(Beginning of AVAILABLE DATA)

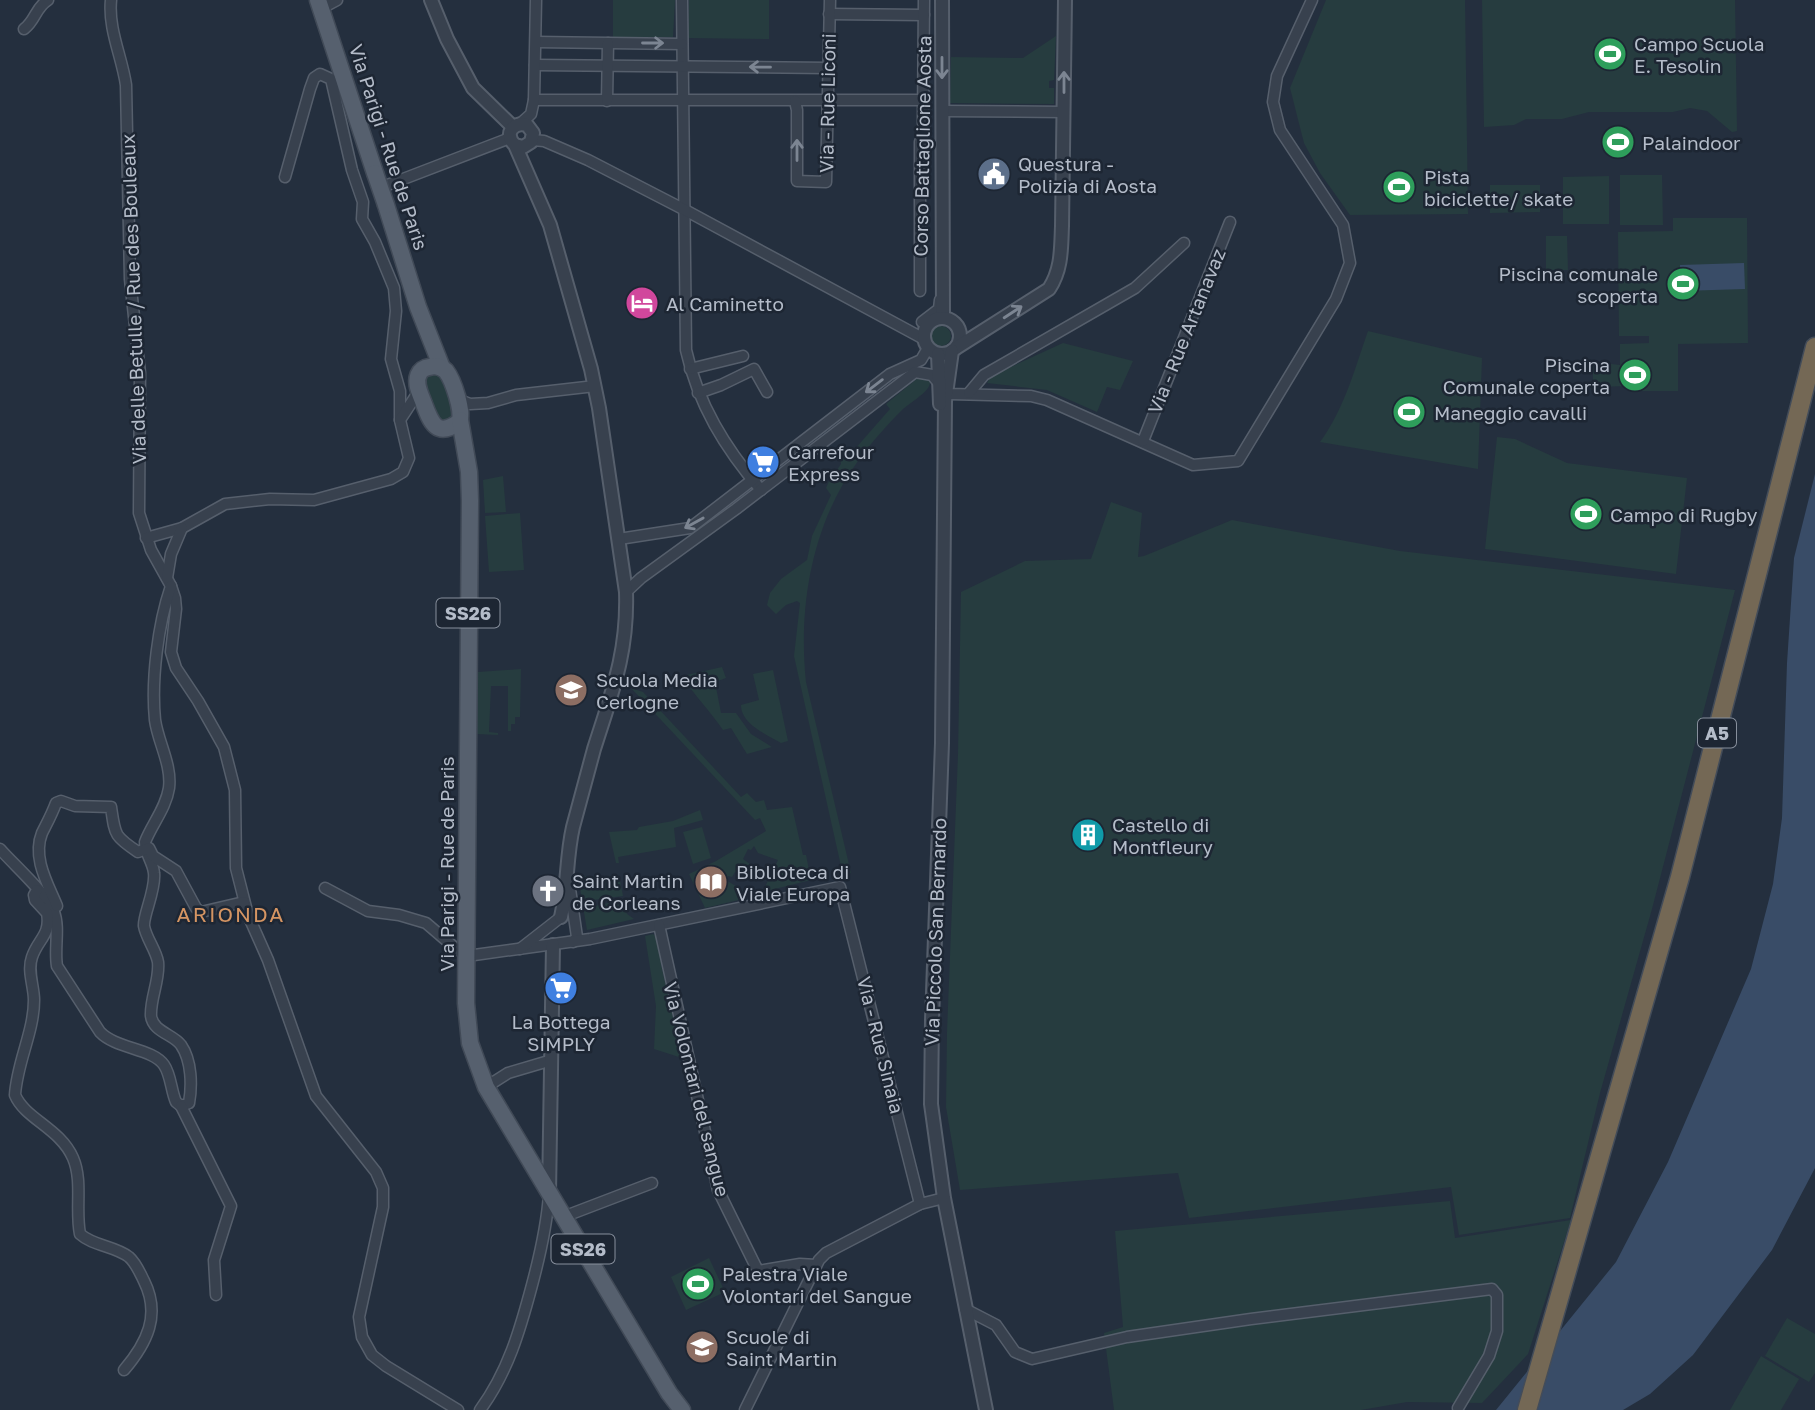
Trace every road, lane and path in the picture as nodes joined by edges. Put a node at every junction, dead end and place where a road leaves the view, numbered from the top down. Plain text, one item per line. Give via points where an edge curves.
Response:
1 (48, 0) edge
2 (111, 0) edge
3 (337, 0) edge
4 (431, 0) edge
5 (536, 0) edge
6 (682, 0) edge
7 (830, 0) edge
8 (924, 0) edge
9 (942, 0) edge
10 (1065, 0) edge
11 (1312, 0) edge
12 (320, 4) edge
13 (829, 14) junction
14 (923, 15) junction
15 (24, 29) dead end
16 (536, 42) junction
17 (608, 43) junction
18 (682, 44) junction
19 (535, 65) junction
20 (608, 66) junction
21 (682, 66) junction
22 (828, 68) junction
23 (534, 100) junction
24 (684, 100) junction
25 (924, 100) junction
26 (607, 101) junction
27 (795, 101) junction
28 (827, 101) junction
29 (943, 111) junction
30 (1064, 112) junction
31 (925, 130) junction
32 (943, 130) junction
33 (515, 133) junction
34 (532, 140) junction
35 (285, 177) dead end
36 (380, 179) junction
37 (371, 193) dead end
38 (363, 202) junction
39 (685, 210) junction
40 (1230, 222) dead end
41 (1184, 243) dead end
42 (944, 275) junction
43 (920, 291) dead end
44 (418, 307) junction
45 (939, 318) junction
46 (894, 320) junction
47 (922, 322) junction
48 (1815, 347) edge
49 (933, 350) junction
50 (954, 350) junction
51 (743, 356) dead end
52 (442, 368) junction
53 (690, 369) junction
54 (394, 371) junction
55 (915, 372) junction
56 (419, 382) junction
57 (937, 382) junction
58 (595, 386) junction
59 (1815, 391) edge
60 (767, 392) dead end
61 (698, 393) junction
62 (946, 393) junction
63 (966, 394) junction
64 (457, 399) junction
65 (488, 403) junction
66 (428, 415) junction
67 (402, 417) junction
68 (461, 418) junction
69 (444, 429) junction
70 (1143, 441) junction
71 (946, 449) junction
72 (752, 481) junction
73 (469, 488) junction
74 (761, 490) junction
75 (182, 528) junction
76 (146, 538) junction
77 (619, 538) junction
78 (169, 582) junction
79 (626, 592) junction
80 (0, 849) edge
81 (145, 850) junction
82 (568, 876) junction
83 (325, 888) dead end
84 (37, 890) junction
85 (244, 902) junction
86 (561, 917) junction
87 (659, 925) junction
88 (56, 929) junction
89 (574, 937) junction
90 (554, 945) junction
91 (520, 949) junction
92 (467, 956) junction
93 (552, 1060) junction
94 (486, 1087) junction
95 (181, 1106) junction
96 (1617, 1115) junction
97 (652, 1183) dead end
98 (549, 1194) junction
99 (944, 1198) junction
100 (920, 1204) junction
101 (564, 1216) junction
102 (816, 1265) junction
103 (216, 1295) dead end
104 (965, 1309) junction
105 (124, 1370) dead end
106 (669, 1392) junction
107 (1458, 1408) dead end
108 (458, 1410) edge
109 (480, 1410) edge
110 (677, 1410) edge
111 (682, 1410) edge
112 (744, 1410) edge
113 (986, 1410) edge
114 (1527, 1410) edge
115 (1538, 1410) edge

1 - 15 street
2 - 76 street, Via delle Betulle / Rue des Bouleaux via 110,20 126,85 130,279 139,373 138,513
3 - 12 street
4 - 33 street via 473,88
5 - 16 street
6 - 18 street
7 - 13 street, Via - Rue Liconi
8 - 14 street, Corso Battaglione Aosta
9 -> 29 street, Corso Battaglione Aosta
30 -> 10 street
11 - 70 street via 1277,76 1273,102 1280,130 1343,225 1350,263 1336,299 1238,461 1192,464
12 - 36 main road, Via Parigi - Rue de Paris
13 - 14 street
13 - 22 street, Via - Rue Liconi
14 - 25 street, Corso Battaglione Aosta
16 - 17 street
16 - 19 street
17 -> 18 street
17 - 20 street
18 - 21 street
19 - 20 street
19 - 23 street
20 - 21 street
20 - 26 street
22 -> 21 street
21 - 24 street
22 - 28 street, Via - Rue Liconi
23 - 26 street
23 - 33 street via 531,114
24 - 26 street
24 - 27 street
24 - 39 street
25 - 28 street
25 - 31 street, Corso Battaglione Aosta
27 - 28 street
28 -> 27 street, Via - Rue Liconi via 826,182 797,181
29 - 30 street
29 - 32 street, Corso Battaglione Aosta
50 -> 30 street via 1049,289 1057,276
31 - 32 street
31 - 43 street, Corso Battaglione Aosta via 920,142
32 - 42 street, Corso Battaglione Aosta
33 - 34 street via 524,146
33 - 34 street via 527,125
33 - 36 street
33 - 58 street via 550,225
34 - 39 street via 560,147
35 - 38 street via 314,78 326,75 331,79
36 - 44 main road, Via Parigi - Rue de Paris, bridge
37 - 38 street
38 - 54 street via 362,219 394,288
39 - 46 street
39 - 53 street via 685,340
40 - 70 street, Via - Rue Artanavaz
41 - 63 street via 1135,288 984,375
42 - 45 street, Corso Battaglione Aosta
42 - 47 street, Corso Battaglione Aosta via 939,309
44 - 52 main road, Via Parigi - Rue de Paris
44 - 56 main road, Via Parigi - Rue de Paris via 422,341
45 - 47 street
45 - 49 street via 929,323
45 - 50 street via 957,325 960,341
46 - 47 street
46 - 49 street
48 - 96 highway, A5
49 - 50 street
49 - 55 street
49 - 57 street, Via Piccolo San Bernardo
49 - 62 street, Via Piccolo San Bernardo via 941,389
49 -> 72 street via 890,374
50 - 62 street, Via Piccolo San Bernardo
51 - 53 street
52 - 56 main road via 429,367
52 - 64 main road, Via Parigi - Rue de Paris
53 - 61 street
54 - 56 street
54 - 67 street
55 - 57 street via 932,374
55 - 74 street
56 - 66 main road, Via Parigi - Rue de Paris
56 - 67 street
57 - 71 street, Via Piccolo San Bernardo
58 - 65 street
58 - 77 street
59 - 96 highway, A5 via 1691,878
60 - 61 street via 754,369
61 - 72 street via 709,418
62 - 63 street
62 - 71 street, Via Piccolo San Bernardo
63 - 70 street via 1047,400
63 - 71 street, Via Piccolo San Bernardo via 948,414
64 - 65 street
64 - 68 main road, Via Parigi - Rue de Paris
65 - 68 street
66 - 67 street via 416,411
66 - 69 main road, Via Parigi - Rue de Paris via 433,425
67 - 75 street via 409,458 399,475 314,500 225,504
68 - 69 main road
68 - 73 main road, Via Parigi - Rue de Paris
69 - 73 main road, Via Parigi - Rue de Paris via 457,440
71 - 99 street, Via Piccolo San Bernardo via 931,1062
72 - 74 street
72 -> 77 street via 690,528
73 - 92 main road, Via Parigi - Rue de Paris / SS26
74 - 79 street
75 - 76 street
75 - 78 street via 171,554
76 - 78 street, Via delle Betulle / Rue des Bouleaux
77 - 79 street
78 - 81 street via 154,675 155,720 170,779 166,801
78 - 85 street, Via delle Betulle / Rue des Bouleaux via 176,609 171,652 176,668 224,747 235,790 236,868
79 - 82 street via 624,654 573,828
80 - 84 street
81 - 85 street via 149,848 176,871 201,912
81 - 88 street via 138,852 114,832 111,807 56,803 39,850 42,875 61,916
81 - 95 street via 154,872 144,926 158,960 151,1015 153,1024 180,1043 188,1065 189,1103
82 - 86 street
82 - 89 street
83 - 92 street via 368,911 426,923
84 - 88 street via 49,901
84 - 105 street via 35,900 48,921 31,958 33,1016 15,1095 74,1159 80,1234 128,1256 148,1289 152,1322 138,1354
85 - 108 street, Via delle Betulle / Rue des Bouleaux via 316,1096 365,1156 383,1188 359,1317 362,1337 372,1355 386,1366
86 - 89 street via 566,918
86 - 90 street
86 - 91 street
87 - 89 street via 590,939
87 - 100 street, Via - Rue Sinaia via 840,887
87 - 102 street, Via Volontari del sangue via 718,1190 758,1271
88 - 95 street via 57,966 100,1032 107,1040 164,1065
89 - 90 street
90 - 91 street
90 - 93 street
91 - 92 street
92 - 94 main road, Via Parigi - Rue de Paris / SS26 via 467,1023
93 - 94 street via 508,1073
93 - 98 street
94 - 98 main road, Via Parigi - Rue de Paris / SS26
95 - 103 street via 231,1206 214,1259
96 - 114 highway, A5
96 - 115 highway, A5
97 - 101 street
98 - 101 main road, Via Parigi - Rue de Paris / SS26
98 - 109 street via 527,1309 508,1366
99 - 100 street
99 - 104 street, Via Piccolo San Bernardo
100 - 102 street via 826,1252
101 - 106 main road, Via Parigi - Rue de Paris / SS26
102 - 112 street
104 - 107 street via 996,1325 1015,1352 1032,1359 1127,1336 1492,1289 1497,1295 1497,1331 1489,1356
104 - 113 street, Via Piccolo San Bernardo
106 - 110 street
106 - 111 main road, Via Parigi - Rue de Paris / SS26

(End of AVAILABLE DATA)

:: BRIEF ::
Copy out each line of the data that holds the string "Piccolo".

:: FINAL ANSWER ::
49 - 57 street, Via Piccolo San Bernardo
49 - 62 street, Via Piccolo San Bernardo via 941,389
50 - 62 street, Via Piccolo San Bernardo
57 - 71 street, Via Piccolo San Bernardo
62 - 71 street, Via Piccolo San Bernardo
63 - 71 street, Via Piccolo San Bernardo via 948,414
71 - 99 street, Via Piccolo San Bernardo via 931,1062
99 - 104 street, Via Piccolo San Bernardo
104 - 113 street, Via Piccolo San Bernardo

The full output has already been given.